• Exercise
Of all the lines in the records below, copy only those that contain the string "Karabekir".

:::

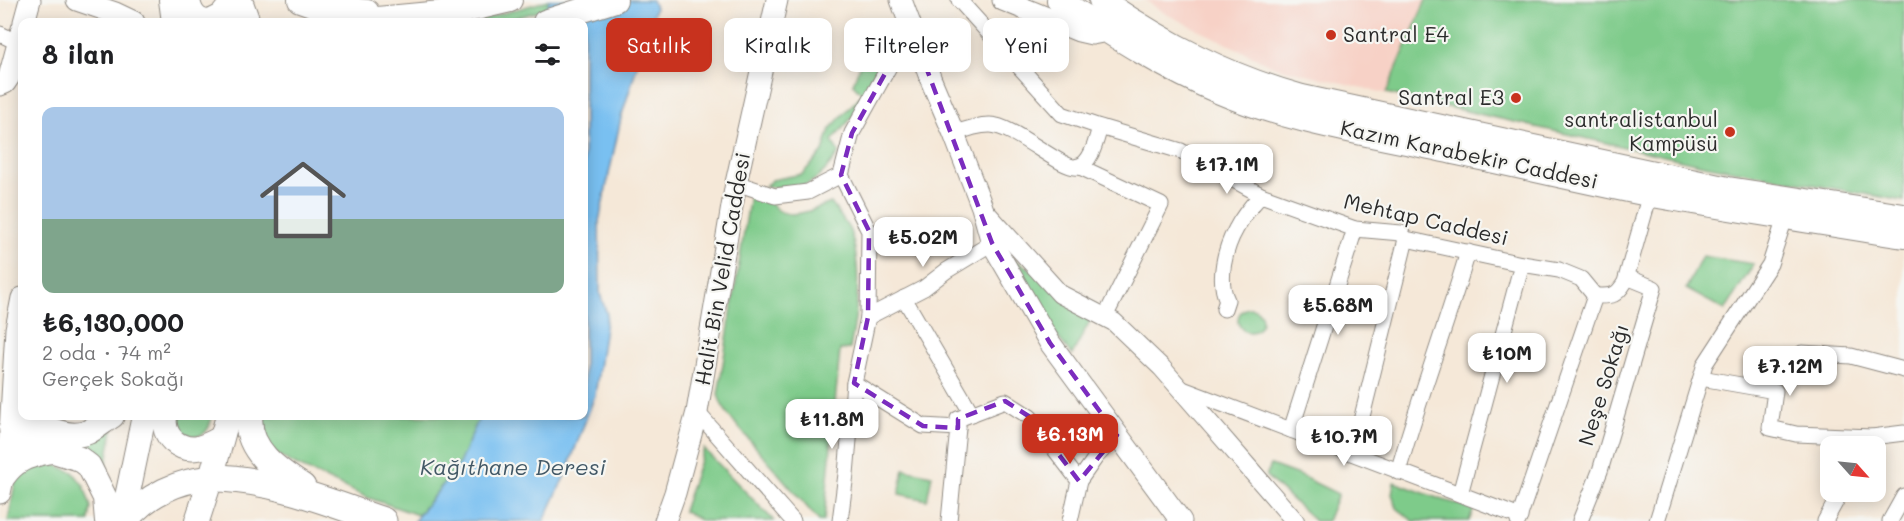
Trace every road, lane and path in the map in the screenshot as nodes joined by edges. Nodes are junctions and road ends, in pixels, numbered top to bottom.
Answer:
1 (30, 0) edge
2 (77, 0) edge
3 (171, 0) edge
4 (188, 0) edge
5 (234, 0) edge
6 (240, 0) edge
7 (300, 0) edge
8 (510, 0) edge
9 (615, 0) edge
10 (901, 0) edge
11 (959, 0) edge
12 (1003, 0) edge
13 (1059, 0) edge
14 (774, 5) edge
15 (1108, 14) edge
16 (25, 18) edge
17 (128, 18) edge
18 (173, 18) edge
19 (197, 18) edge
20 (218, 18) edge
21 (247, 18) edge
22 (383, 18) joint
23 (558, 18) edge
24 (908, 18) edge
25 (14, 35) edge
26 (886, 72) edge
27 (928, 72) edge
28 (0, 85) edge
29 (1100, 127) junction
30 (954, 134) junction
31 (1078, 166) junction
32 (841, 174) junction
33 (736, 183) junction
34 (1650, 194) junction
35 (1261, 195) junction
36 (982, 207) junction
37 (1904, 216) edge
38 (1785, 218) junction
39 (1354, 229) junction
40 (1904, 236) edge
41 (1406, 239) junction
42 (992, 243) junction
43 (1468, 252) junction
44 (1522, 264) junction
45 (1627, 277) junction
46 (1594, 296) junction
47 (904, 298) junction
48 (1224, 309) dead end
49 (868, 317) junction
50 (1105, 317) junction
51 (18, 318) edge
52 (1802, 353) dead end
53 (1904, 370) edge
54 (1701, 378) junction
55 (854, 383) junction
56 (1180, 388) junction
57 (697, 412) junction
58 (972, 414) junction
59 (106, 420) edge
60 (143, 420) edge
61 (165, 420) edge
62 (248, 420) edge
63 (225, 427) edge
64 (13, 428) edge
65 (958, 428) junction
66 (1291, 430) junction
67 (1904, 433) edge
68 (1117, 435) junction
69 (1820, 437) edge
70 (1886, 438) edge
71 (50, 451) junction
72 (1353, 453) junction
73 (1398, 472) junction
74 (211, 478) junction
75 (1079, 481) junction
76 (1, 485) edge
77 (1460, 494) junction
78 (1904, 496) edge
79 (326, 501) junction
80 (1835, 502) edge
81 (1519, 519) edge
82 (107, 521) edge
83 (124, 521) edge
84 (197, 521) edge
85 (383, 521) edge
86 (665, 521) edge
87 (793, 521) edge
88 (840, 521) edge
89 (949, 521) edge
90 (1070, 521) edge
91 (1181, 521) edge
92 (1295, 521) edge
93 (1580, 521) edge
94 (1657, 521) edge
95 (1825, 521) edge
96 (1890, 521) edge

1 - 16 main road
2 - 17 main road
3 - 18 main road
4 - 19 main road
5 - 20 main road
6 - 21 main road
7 - 22 main road
8 - 22 main road
9 - 23 main road
10 - 24 main road
11 - 29 street, Mehtap Caddesi
12 - 15 main road
13 - 15 main road, Kazım Karabekir Caddesi
14 - 33 main road, Halit Bin Velid Caddesi
15 - 34 main road, Kazım Karabekir Caddesi
15 - 37 main road, Kazım Karabekir Caddesi
25 - 28 main road
26 - 32 street
27 - 30 main road
29 - 31 street
29 - 35 street, Mehtap Caddesi
30 - 31 street
30 - 36 main road
31 - 50 street
32 - 33 street
32 - 49 street
33 - 57 main road, Halit Bin Velid Caddesi
34 - 38 main road, Kazım Karabekir Caddesi
34 - 45 street
35 - 39 street, Mehtap Caddesi
35 - 48 street
36 - 42 main road
36 - 50 street
38 - 40 main road, Kazım Karabekir Caddesi
38 - 54 street
39 - 41 street, Mehtap Caddesi
39 - 66 street
41 - 43 street, Mehtap Caddesi
41 - 72 street
42 - 47 street
42 - 68 main road
43 - 44 street, Mehtap Caddesi
43 - 73 street
44 - 46 street, Mehtap Caddesi
44 - 77 street
45 - 46 street
45 - 93 street, Neşe Sokağı
46 - 81 street
47 - 49 street
47 - 58 street
49 - 55 street
50 - 56 street
51 - 64 main road
52 - 53 street
54 - 69 street
54 - 94 street
55 - 65 street
55 - 88 street
56 - 66 street
56 - 92 street
57 - 86 main road, Halit Bin Velid Caddesi
57 - 87 street
58 - 65 street
58 - 75 street
59 - 64 main road
60 - 83 main road
61 - 63 main road
62 - 79 highway
63 - 74 main road
64 - 71 main road
64 - 76 main road
65 - 89 street
66 - 72 street
67 - 70 street
68 - 75 street
68 - 91 main road
71 - 76 main road
71 - 82 main road
72 - 73 street
73 - 77 street
74 - 79 highway
74 - 83 main road
74 - 84 main road
75 - 90 street
77 - 81 street
78 - 96 street
79 - 85 highway
80 - 95 street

:::

• Exercise response
13 - 15 main road, Kazım Karabekir Caddesi
15 - 34 main road, Kazım Karabekir Caddesi
15 - 37 main road, Kazım Karabekir Caddesi
34 - 38 main road, Kazım Karabekir Caddesi
38 - 40 main road, Kazım Karabekir Caddesi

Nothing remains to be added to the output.